Problem to solve:
There is one span to output from the data below: the lines starting at the line with "M492,230h31l-1,51 -31,-1z" and ending at the line with "fillPath(building, '#e9b49d');". Output it exactly, ends included, nothing more.

Dataset excerpts:
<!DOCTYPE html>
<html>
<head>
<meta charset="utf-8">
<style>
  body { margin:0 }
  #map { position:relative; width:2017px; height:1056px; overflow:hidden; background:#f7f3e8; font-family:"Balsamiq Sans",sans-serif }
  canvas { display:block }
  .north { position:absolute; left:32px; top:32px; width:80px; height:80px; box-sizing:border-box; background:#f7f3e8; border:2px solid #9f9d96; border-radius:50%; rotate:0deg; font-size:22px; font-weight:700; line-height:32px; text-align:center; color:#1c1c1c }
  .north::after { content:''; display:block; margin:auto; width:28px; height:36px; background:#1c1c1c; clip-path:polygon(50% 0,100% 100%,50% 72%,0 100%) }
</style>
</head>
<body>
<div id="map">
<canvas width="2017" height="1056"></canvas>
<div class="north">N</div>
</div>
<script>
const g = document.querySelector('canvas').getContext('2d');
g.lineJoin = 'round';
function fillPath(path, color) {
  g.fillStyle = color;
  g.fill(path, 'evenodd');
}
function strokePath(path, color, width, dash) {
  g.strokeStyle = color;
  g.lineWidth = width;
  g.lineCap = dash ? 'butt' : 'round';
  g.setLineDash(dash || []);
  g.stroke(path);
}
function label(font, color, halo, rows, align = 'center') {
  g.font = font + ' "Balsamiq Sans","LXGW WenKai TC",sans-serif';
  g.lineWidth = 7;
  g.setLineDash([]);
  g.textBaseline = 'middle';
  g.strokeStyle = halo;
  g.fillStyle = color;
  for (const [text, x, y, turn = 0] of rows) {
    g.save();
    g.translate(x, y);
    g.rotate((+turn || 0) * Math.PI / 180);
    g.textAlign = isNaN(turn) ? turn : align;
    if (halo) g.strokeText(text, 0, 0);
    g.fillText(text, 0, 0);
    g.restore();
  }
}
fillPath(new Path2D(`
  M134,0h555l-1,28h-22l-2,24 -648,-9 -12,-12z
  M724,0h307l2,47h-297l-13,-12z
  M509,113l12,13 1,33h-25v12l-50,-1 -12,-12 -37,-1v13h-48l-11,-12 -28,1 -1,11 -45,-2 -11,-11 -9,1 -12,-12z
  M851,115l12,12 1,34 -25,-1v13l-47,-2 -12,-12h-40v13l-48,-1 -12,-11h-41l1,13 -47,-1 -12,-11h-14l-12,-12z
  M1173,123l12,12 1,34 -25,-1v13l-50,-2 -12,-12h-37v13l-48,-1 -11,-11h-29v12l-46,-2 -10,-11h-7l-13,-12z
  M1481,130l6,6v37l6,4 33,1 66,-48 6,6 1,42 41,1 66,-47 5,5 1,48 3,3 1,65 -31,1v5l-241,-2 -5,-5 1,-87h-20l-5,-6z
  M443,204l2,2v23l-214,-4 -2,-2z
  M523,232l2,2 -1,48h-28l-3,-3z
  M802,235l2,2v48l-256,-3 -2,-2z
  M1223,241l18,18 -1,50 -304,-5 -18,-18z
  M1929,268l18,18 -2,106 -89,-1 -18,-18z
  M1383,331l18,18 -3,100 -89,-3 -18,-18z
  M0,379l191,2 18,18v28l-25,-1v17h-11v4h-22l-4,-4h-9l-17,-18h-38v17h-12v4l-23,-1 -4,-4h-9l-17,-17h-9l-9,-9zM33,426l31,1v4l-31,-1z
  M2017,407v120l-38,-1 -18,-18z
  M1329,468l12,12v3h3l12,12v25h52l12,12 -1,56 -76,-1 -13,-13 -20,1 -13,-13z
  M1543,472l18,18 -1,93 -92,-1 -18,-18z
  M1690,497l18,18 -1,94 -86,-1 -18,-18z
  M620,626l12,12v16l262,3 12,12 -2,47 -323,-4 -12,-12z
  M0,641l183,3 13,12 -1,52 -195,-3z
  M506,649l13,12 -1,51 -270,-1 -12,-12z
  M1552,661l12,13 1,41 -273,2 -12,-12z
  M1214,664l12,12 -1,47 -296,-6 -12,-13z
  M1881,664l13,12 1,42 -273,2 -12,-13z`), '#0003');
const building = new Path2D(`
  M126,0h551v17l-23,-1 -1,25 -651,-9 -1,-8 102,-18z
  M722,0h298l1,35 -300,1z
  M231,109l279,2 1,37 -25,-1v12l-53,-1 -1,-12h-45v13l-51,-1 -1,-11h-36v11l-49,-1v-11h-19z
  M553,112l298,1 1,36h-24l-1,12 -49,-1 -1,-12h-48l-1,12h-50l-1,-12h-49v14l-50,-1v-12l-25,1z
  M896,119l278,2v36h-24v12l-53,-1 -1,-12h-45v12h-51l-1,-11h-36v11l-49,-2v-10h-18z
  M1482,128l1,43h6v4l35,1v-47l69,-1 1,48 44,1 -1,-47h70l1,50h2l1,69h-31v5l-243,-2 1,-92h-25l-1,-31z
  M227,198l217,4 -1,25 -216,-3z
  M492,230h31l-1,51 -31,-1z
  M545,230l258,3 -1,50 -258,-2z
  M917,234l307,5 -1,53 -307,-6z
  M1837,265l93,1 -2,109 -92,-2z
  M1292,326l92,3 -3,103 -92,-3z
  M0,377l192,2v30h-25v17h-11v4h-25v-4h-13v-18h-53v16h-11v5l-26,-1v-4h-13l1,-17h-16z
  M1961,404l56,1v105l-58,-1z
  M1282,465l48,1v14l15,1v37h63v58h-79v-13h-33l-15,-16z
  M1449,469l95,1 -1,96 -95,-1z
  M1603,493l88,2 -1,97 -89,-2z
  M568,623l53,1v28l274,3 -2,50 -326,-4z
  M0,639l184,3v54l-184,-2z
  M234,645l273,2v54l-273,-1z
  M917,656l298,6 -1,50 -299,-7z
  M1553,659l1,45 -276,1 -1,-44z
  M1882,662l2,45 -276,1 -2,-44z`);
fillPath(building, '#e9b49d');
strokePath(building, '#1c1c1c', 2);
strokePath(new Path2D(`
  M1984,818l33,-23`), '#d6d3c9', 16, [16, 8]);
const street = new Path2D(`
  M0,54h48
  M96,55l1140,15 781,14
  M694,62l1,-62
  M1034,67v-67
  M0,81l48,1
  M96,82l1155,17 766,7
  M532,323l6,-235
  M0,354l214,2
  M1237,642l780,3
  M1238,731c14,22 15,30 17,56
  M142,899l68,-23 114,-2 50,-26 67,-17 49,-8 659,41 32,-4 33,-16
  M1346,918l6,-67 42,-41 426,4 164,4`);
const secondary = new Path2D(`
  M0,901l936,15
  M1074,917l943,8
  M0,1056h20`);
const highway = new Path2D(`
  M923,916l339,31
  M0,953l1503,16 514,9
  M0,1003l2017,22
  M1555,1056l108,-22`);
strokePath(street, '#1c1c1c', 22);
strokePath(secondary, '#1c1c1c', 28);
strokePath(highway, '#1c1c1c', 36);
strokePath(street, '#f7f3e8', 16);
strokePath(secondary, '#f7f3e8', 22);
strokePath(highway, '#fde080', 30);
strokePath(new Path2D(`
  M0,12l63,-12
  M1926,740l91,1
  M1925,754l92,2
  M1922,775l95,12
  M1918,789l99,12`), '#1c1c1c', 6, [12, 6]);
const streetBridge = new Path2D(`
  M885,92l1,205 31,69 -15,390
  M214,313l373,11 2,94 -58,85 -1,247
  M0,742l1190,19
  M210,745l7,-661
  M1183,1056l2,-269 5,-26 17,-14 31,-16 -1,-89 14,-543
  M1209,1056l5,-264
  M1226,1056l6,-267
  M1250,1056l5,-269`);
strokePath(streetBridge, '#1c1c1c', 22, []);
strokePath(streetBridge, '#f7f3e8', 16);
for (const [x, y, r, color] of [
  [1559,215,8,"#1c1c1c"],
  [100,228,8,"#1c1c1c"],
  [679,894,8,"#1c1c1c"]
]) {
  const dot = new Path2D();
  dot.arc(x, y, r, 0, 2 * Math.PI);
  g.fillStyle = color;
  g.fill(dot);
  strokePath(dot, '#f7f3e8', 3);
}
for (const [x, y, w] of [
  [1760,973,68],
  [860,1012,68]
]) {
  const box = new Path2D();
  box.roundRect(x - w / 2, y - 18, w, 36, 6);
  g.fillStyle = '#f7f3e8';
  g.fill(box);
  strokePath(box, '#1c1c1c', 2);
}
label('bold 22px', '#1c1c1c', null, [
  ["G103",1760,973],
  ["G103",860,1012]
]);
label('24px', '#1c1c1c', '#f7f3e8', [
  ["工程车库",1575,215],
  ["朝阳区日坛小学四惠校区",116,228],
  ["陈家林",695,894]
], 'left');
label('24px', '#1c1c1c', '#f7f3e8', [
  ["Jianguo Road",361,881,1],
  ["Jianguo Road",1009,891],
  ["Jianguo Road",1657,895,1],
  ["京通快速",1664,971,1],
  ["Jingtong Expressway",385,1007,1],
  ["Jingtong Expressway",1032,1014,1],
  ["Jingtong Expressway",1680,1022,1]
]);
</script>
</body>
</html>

...

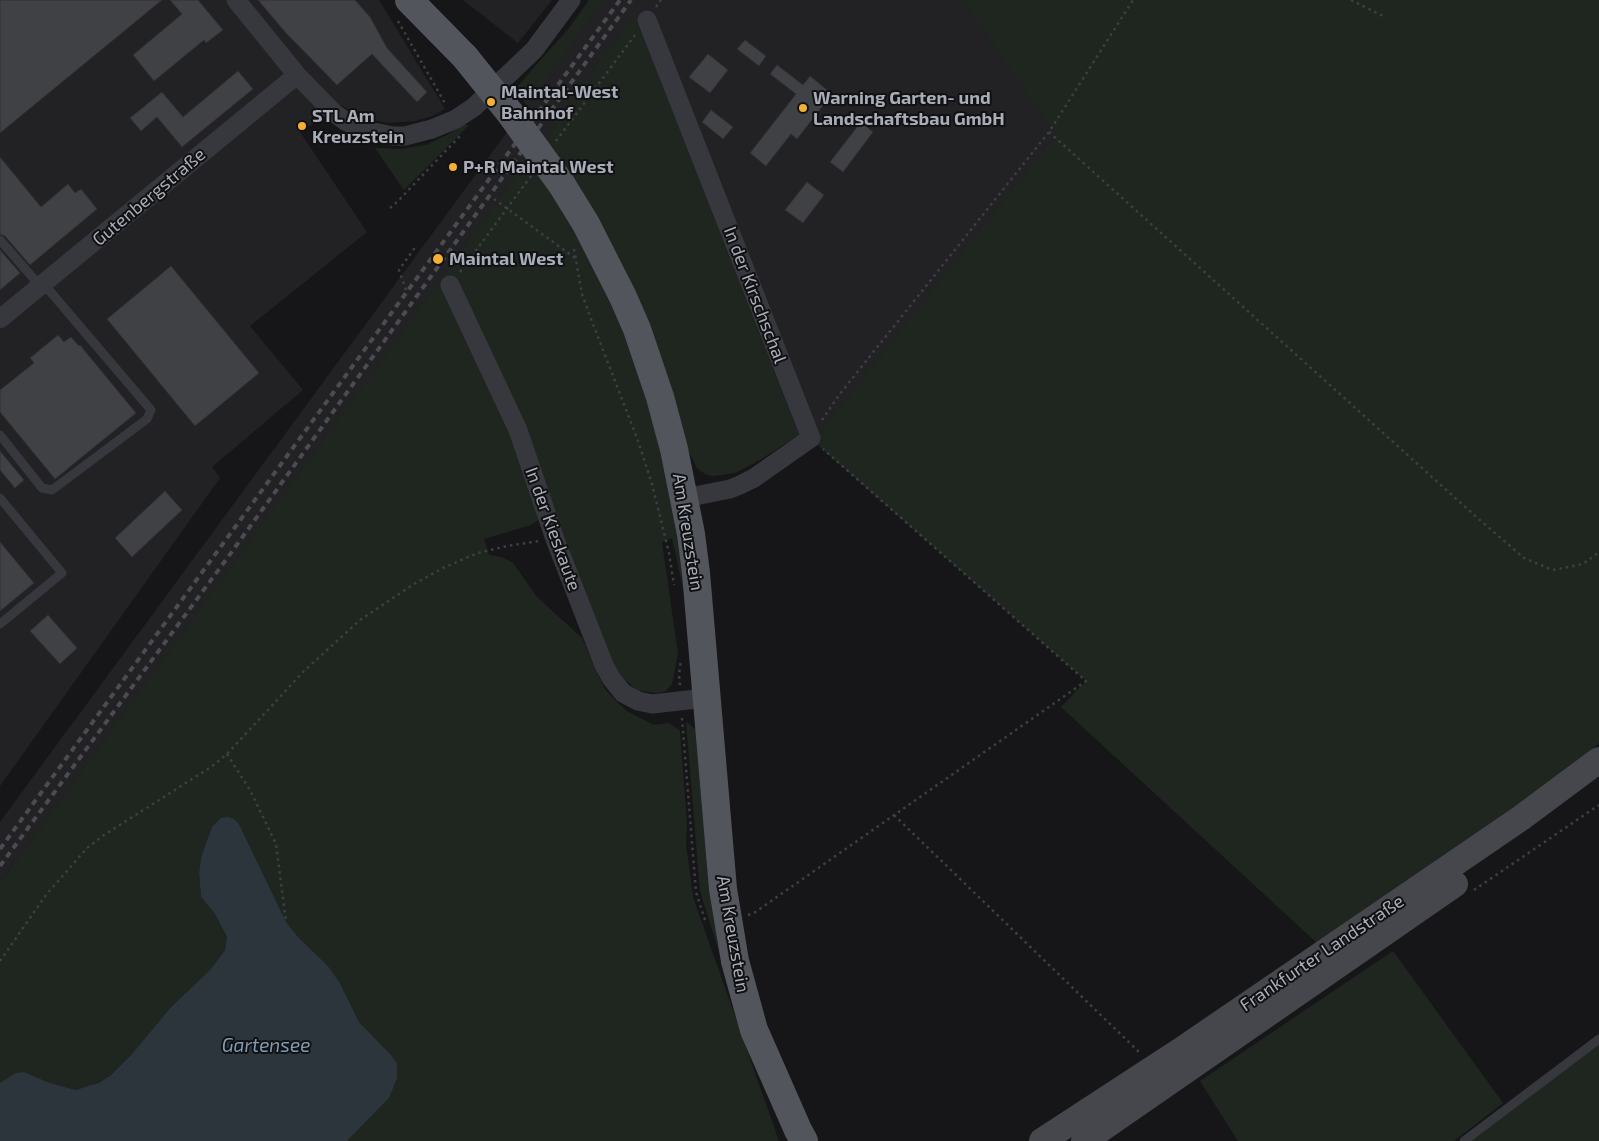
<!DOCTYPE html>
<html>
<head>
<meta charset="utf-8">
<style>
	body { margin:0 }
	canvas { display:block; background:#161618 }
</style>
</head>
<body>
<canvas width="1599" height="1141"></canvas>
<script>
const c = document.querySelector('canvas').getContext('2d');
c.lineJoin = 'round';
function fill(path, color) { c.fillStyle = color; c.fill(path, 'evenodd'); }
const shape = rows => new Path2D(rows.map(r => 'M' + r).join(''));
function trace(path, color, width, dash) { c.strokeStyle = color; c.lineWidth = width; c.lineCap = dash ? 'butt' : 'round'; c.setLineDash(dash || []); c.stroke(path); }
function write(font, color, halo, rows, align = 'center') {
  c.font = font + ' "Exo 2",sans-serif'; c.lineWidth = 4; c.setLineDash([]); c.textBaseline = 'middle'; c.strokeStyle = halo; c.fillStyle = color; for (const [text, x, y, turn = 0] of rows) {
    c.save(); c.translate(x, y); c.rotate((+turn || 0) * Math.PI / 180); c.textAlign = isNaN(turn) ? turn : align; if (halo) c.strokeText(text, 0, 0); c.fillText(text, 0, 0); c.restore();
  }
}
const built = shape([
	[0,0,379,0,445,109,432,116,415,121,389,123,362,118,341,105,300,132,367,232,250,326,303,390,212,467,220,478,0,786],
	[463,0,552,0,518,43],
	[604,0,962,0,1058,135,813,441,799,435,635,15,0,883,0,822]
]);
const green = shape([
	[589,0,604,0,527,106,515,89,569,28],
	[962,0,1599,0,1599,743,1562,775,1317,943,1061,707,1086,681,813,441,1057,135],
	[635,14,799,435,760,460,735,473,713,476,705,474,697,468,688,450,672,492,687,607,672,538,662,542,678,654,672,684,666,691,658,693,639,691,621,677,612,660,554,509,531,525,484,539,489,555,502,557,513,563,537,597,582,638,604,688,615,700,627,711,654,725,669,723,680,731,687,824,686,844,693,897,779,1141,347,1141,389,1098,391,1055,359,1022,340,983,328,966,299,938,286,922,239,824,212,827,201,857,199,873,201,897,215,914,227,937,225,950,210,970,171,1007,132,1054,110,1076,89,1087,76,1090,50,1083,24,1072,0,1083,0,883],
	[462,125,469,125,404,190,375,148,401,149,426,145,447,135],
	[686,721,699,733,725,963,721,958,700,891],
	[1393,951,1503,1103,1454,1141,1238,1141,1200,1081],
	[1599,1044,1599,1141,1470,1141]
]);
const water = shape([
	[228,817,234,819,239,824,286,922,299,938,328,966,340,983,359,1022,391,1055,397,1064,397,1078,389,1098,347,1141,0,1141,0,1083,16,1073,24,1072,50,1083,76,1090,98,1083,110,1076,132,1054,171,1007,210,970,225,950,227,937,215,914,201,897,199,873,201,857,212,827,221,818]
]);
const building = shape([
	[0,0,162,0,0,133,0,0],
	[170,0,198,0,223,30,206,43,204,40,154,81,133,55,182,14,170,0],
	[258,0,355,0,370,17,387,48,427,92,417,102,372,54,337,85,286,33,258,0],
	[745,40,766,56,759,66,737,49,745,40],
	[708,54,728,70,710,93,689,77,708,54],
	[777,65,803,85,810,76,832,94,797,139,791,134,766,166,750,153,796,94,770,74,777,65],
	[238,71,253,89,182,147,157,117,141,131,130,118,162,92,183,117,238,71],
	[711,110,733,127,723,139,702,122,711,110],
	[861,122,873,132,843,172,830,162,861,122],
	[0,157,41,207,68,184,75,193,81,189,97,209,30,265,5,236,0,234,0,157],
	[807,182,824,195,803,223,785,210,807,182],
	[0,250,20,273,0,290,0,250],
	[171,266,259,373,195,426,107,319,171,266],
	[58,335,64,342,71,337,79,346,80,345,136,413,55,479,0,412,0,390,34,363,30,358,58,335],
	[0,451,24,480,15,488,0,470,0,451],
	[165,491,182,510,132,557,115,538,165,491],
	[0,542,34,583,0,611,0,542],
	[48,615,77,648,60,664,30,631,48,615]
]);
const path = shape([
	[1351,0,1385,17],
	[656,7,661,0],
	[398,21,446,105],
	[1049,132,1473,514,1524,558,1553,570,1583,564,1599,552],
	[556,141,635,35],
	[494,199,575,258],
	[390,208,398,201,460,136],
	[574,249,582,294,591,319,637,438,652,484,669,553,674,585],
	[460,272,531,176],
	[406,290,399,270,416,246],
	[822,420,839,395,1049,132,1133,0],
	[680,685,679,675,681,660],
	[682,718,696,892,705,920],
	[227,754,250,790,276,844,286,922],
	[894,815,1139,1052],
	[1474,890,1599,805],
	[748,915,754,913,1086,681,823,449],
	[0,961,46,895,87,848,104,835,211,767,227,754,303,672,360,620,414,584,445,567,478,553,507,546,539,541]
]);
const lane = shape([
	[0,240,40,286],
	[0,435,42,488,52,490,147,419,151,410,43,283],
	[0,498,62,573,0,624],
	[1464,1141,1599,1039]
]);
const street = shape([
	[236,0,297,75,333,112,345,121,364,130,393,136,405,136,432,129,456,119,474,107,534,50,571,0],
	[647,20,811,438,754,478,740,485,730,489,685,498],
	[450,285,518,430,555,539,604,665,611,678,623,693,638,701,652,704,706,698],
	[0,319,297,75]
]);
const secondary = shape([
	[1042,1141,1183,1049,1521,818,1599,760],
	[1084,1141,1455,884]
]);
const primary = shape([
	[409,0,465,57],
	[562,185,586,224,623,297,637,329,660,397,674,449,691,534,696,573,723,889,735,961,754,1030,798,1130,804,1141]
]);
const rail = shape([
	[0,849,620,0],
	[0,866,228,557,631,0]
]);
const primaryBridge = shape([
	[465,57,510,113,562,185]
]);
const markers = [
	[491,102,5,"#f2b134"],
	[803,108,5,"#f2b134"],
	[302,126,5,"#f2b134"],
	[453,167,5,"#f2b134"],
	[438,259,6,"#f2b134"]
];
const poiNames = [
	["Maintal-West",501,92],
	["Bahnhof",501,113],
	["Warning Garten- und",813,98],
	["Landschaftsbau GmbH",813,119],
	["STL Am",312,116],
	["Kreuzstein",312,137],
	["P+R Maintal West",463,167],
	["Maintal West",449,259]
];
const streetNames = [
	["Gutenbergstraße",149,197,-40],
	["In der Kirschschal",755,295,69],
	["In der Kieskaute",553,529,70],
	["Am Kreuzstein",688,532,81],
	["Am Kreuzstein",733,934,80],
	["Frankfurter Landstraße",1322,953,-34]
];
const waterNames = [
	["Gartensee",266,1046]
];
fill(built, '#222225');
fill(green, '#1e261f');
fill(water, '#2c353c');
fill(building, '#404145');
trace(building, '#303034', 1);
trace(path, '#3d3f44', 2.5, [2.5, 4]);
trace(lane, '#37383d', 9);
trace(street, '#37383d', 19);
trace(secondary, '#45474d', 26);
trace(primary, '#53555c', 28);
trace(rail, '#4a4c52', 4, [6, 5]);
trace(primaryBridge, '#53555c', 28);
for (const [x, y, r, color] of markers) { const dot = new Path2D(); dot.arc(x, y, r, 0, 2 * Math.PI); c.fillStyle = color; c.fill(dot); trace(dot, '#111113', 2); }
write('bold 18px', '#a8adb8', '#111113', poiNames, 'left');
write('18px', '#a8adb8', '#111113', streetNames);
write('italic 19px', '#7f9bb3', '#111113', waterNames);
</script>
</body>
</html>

Exercise solution:
  M492,230h31l-1,51 -31,-1z
  M545,230l258,3 -1,50 -258,-2z
  M917,234l307,5 -1,53 -307,-6z
  M1837,265l93,1 -2,109 -92,-2z
  M1292,326l92,3 -3,103 -92,-3z
  M0,377l192,2v30h-25v17h-11v4h-25v-4h-13v-18h-53v16h-11v5l-26,-1v-4h-13l1,-17h-16z
  M1961,404l56,1v105l-58,-1z
  M1282,465l48,1v14l15,1v37h63v58h-79v-13h-33l-15,-16z
  M1449,469l95,1 -1,96 -95,-1z
  M1603,493l88,2 -1,97 -89,-2z
  M568,623l53,1v28l274,3 -2,50 -326,-4z
  M0,639l184,3v54l-184,-2z
  M234,645l273,2v54l-273,-1z
  M917,656l298,6 -1,50 -299,-7z
  M1553,659l1,45 -276,1 -1,-44z
  M1882,662l2,45 -276,1 -2,-44z`);
fillPath(building, '#e9b49d');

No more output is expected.